Wednesday, April 24, 2013

Measuring Success - Making Disciples

Metric #3: Building Churches vs. Making Disciples

Most of my "professional ministry" was spent learning about the process of building, or planting, churches. There is a lot that goes into launching a new congregation. It is often time-consuming and very expensive. Interestingly, for all our training on how to build churches, the Bible never orders us to build a single church. In fact, Jesus declares that He will build His own church! When we get into the church-building business, we usurp the Messiah's authority and things can get ugly very quickly. We are not meant to build a church, but simply BE the church (ekklesia - "called out ones") that He builds. Furthermore, it wouldn't hurt for us to read the multiple occasions in the Bible in which God explicitly says He will not reside in a house or temple made by human hands. We do people, especially children, a disservice sometimes when we teach that there is a certain way to speak and act in "the house of the Lord." Theologically speaking, we are the temple of the Holy Spirit! WE are the church.

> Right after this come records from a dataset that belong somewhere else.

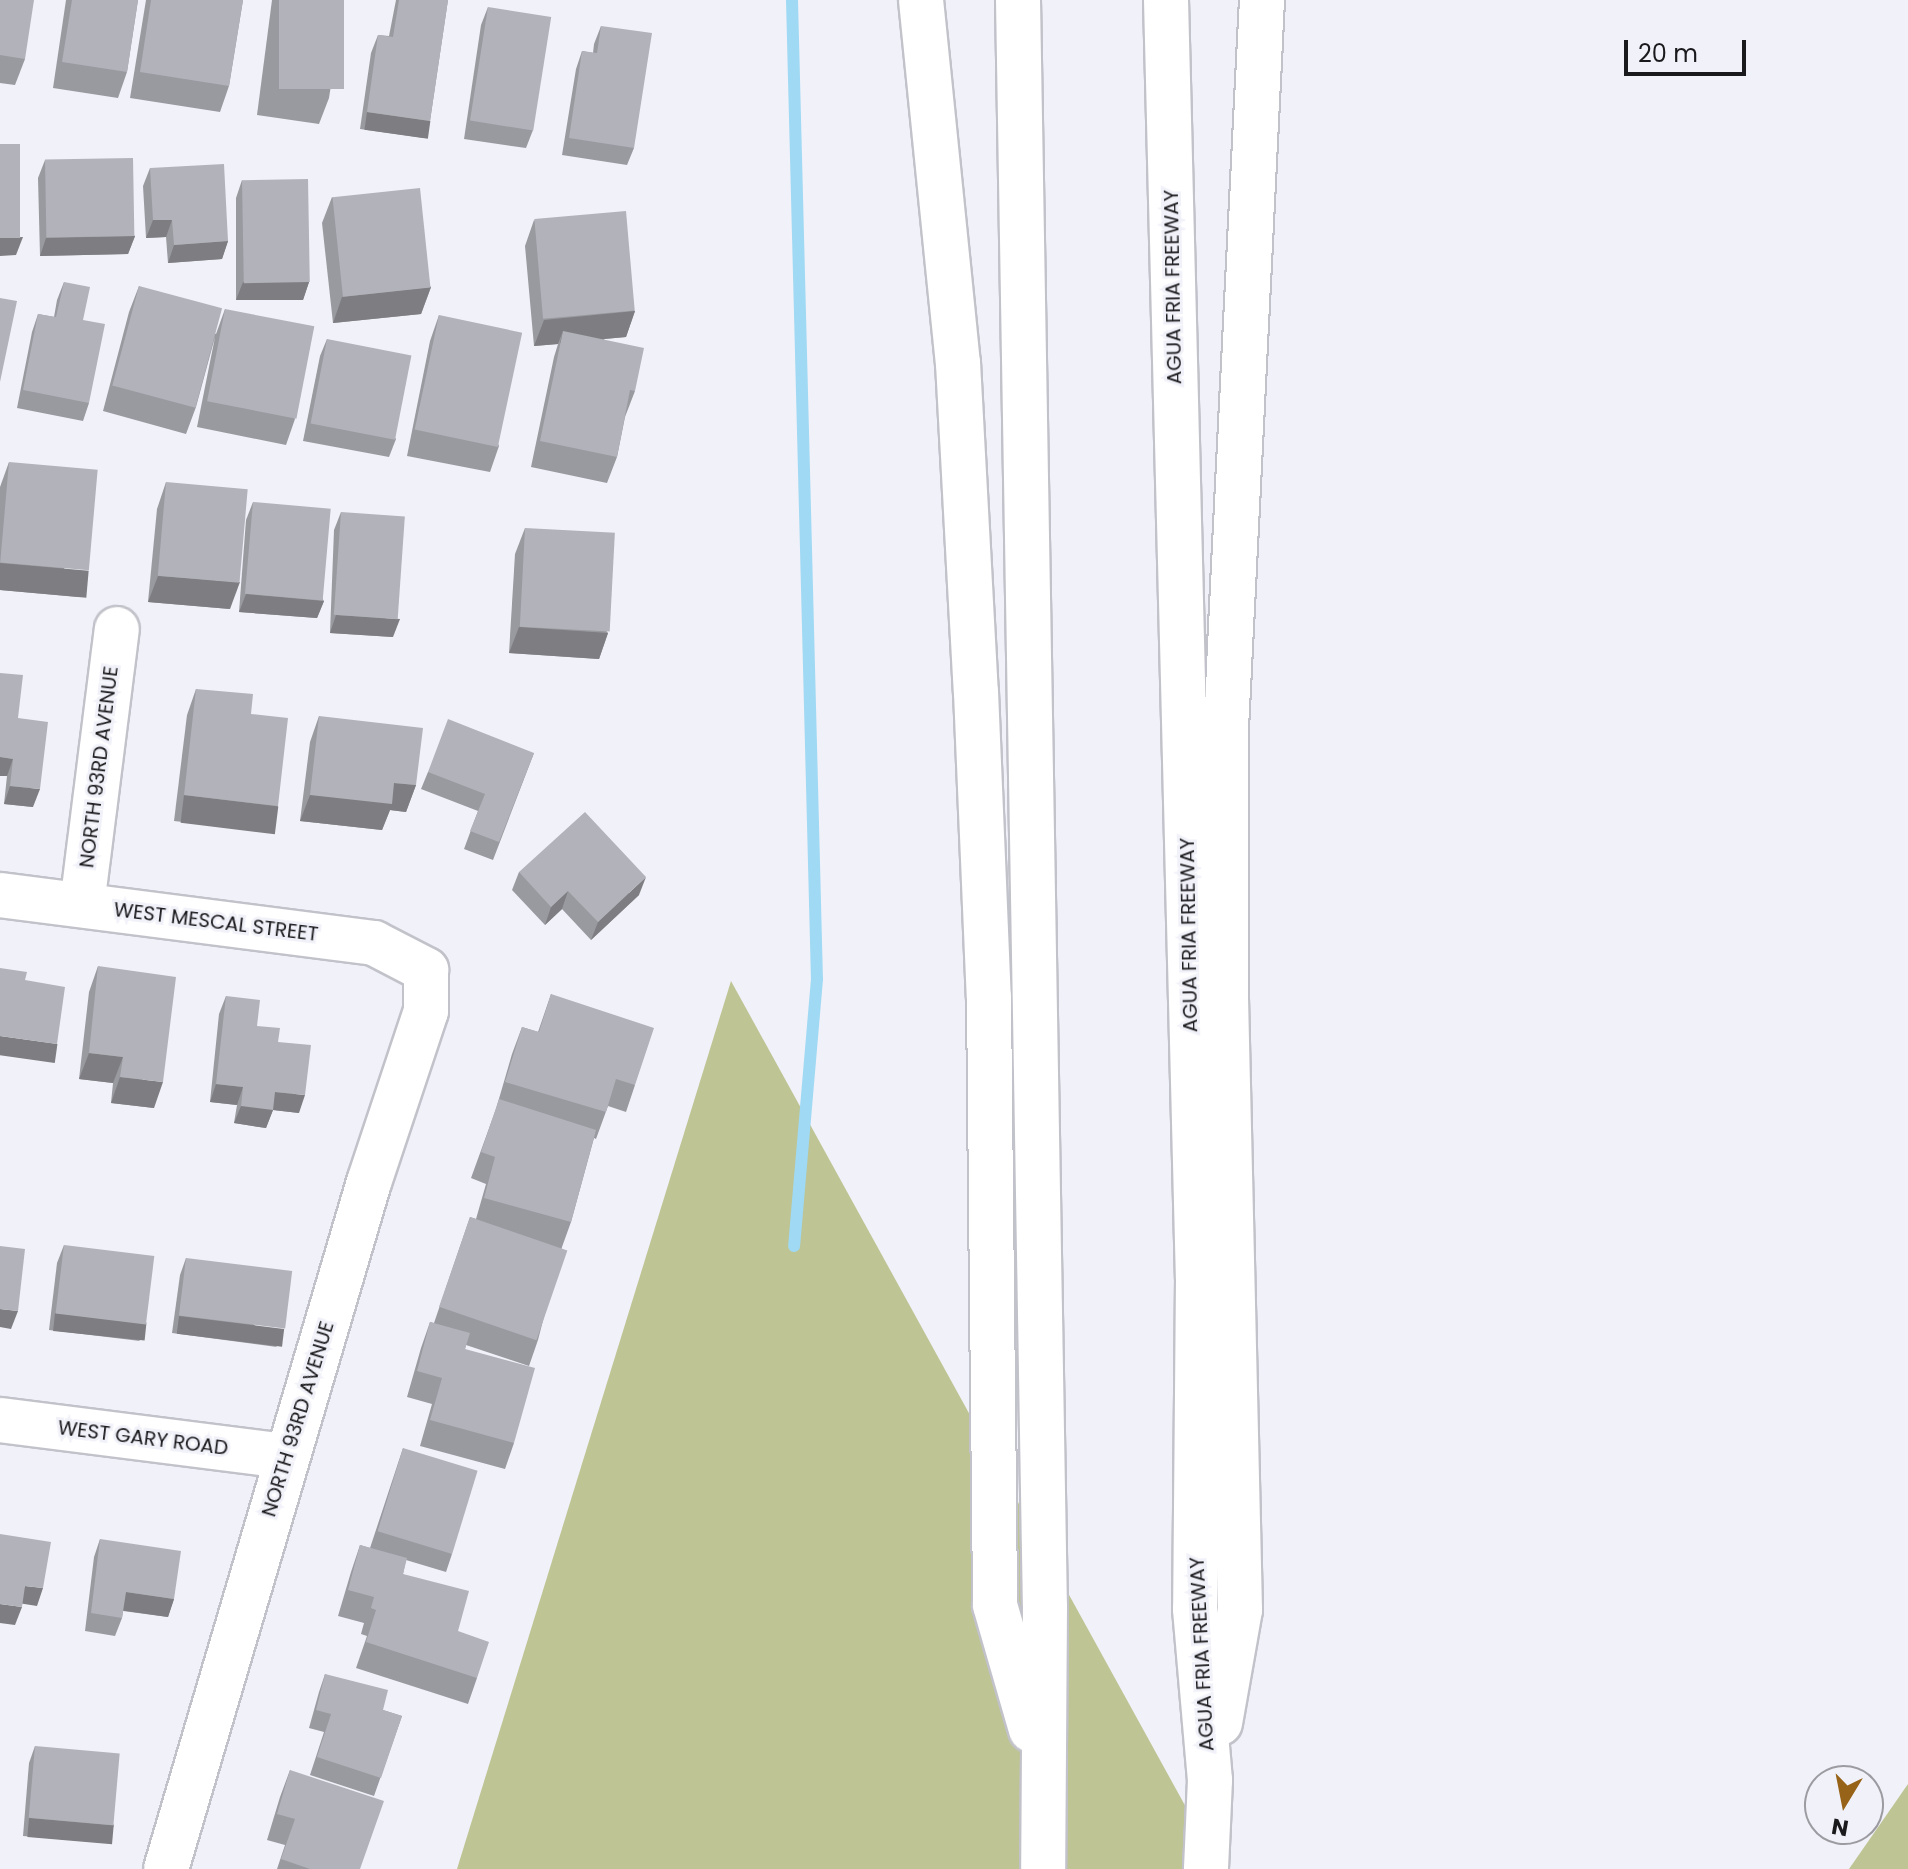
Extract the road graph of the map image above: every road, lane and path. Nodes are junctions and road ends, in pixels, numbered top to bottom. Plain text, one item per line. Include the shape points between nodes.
1 (921, 0) edge
2 (1018, 0) edge
3 (1166, 0) edge
4 (1262, 0) edge
5 (117, 629) dead end
6 (0, 895) edge
7 (82, 905) junction
8 (426, 970) joint
9 (0, 1420) edge
10 (286, 1456) junction
11 (1045, 1779) junction
12 (1210, 1780) junction
13 (166, 1869) edge
14 (1043, 1869) edge
15 (1206, 1869) edge

1 - 11 main road via 958,363 976,692 989,997 995,1605
2 - 11 main road
3 - 12 main road, AGUA FRIA FREEWAY via 1198,1279 1195,1609
4 - 12 main road via 1226,728 1226,1015 1240,1610
5 - 7 main road, NORTH 93RD AVENUE
6 - 7 main road, WEST MESCAL STREET
7 - 8 main road, WEST MESCAL STREET via 374,943
8 - 10 main road, NORTH 93RD AVENUE via 426,1011
9 - 10 main road, WEST GARY ROAD
10 - 13 main road, NORTH 93RD AVENUE
11 - 14 main road
12 - 15 main road, AGUA FRIA FREEWAY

The Church is a WHO, not a WHAT. It is our identity as Christ-followers, not something separate from us.

So, if we are not meant to be driven to build or plant churches (which is language still used in the Simple Church, by the way), then do we have another mandate? Yes, we do! The Great Commission tells us that Jesus directs His disciples to "go and make disciples." Making disciples does not necessarily entail planting a church (although it can). Making disciples involves planting Jesus in the lives of others. Another way of looking at this is to think of planting the seeds of the gospel in the different situations that present themselves. Making disciples is usually much more relational and relevant than church planting endeavors, and it is often much messier and more raw, too. Making disciples usually depends much more on God's direction and intervention than church planting, which is sadly often reduced to human planning and man-made strategies.

The question before the simple church in considering this measure, is, "What is a
disciple?" We must wrestle with what it means to be a disciple, and how to reproduce our faith in those around us. One thing to keep in mind with this metric is that while a churchgoer can be a disciple, it should not be assumed that one automatically equates with the other.

What will changing the scorecard with this measure look like in your context?

What are the ramifications for children if the church shifts its focus in this area?